Comertia, la asociación catalana de la empresa familiar del comercio, que representa a una cincuentena de firmas, con más de 4.000 establecimientos, hace tiempo que en su decálogo de peticiones tiene el traslado de festivos, excepto Navidad y Fin de Año, a lunes. El presidente de esta agrupación empresarial, Jordi Tarragona, argumenta que las fiestas entre semana perjudican la productividad no solo del comercio sino también de la industria, la administración y el sector servicios. "Después de cada día de fiesta se rompe el ritmo de actividad y hay que destinar tiempo a calentar los motores de las instalaciones y las personas", dice.

OPORTUNIDAD.

Tarragona incluso considera que se trata de una medida oportuna en tiempos de crisis para contribuir a mejorar la productividad. Además, defiende que esta demanda podría servir de revulsivo para hacer un cambio de mentalidad e "incentivar que nuestra sociedad vuelva a crear puestos de trabajo productivos y salve en lo posible el estado del bienestar", añade.

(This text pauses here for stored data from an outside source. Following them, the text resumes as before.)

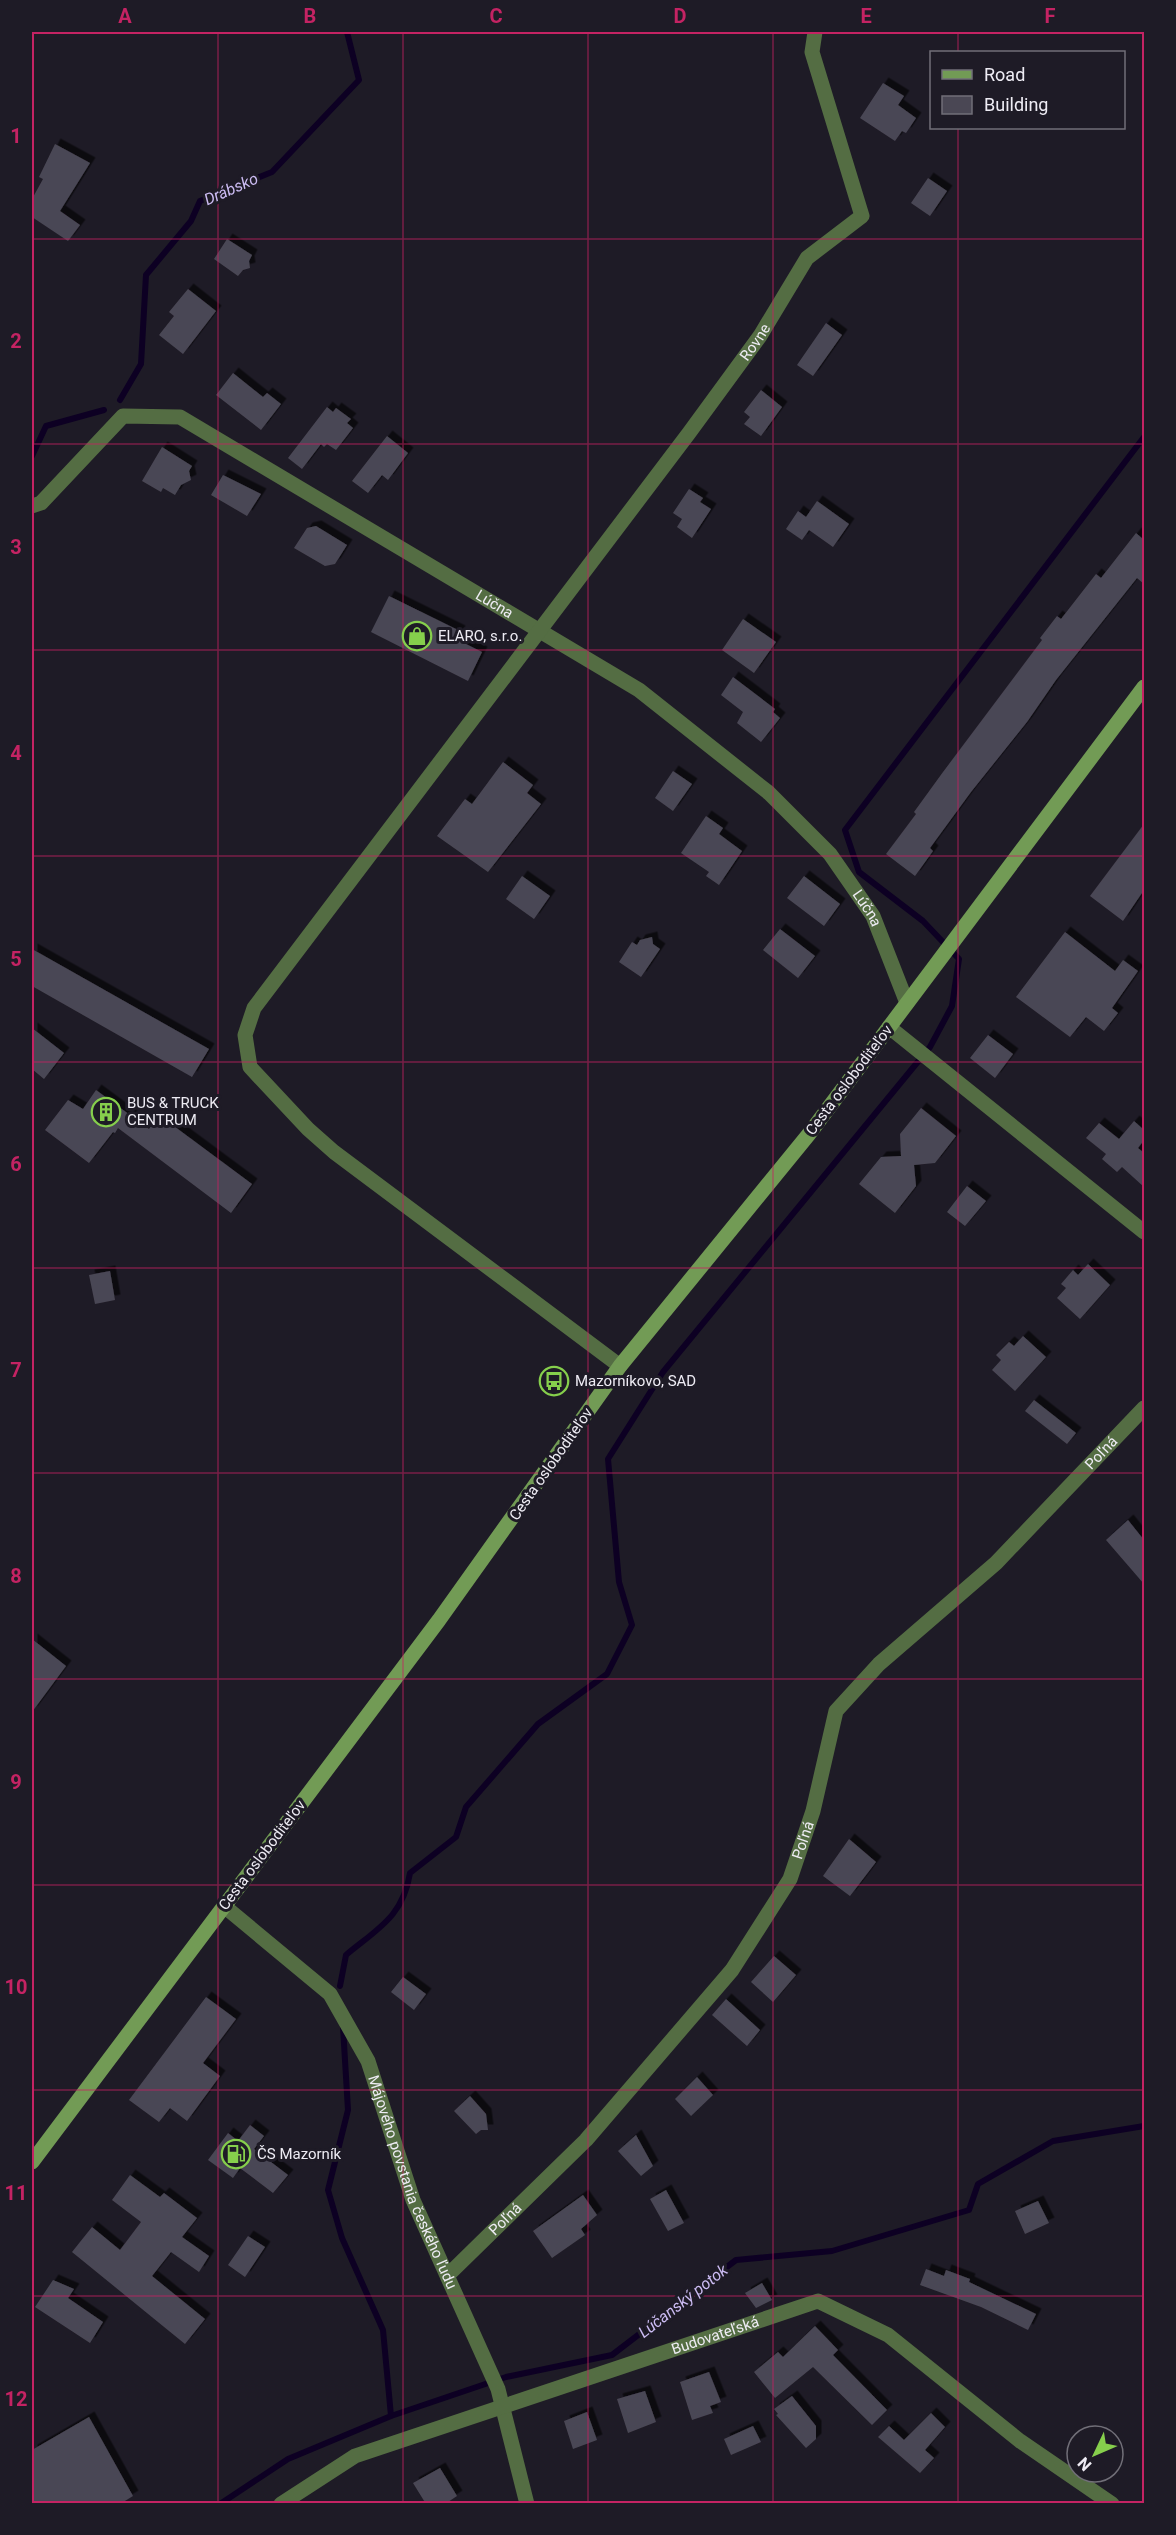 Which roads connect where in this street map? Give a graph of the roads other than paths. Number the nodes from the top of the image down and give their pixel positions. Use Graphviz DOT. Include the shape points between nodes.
graph roads {
  1 [pos="816,32"];
  2 [pos="32,506"];
  3 [pos="540,631"];
  4 [pos="1144,687"];
  5 [pos="908,1003"];
  6 [pos="889,1027"];
  7 [pos="1144,1232"];
  8 [pos="620,1366"];
  9 [pos="1144,1408"];
  10 [pos="224,1906"];
  11 [pos="32,2162"];
  12 [pos="448,2275"];
  13 [pos="503,2406"];
  14 [pos="281,2504"];
  15 [pos="526,2504"];
  16 [pos="1112,2504"];
  1 -- 3 [label="street, Rovne" via="812,52 862,216 807,258 760,336"];
  2 -- 3 [label="street, Lúčna" via="41,503 123,416 180,417"];
  3 -- 5 [label="street, Lúčna" via="639,690 769,793 830,854 873,916"];
  3 -- 8 [label="street" via="254,1008 245,1035 250,1067 325,1144"];
  4 -- 5 [label="main road, Cesta osloboditeľov"];
  5 -- 6 [label="main road, Cesta osloboditeľov"];
  6 -- 7 [label="street"];
  6 -- 8 [label="main road, Cesta osloboditeľov" via="809,1134"];
  8 -- 10 [label="main road, Cesta osloboditeľov" via="439,1620"];
  9 -- 12 [label="street, Poľná" via="996,1563 879,1664 836,1711 813,1811 790,1879 732,1970 586,2140"];
  10 -- 11 [label="main road, Cesta osloboditeľov"];
  10 -- 12 [label="street, Májového povstania českého ľudu" via="330,1994 368,2061 413,2200"];
  12 -- 13 [label="street, Májového povstania českého ľudu"];
  13 -- 14 [label="street, Budovateľská" via="355,2456"];
  13 -- 15 [label="street, Májového povstania českého ľudu"];
  13 -- 16 [label="street, Budovateľská" via="818,2301 888,2336 1020,2441"];
}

En cambio, las voces en contra de concentrar los festivos en lunes entienden que esta decisión sería poner un parche a un problema mucho más amplio, que es el de la organización del tiempo de trabajo actual. "Con estas medidas creo que no estamos resolviendo el problema de fondo, y se quiere aprovechar para quitar los avances que se han logrado", opina la Secretaria de Igualdad y Políticas Sociales de UGT, Raquel Gil. Por su parte, la directora de la Fundació Factor Humà, Anna Fornés, considera que es un riesgo que se caiga en el reduccionismo en este debate. "A menudo existe la sensación de que somos un país con muchos festivos, pero al final lo que hay que tener en cuenta es el cómputo total de horas trabajadas", dice Fornés.

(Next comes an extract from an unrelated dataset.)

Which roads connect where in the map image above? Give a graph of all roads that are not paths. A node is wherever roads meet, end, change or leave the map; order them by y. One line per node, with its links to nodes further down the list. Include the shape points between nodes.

Según una comparativa que hace la OCDE sobre los festivos y las vacaciones de los países que están representados en la organización, España está entre los territorios que tienen más vacaciones y festivos pagados. En total, 34 días, uno menos que Portugal y Austria y los mismos que Alemania. Menos Canadá, Japón y EEUU, todos los países siguen la recomendación que la Organización Internacional del Trabajo hizo el año 1954 de garantizar un mínimo de 20 días de vacaciones pagadas por año trabajado. EEUU, pues, son el único país que no ha hecho caso, ya que sólo tiene 10 días de vacaciones pagadas al año.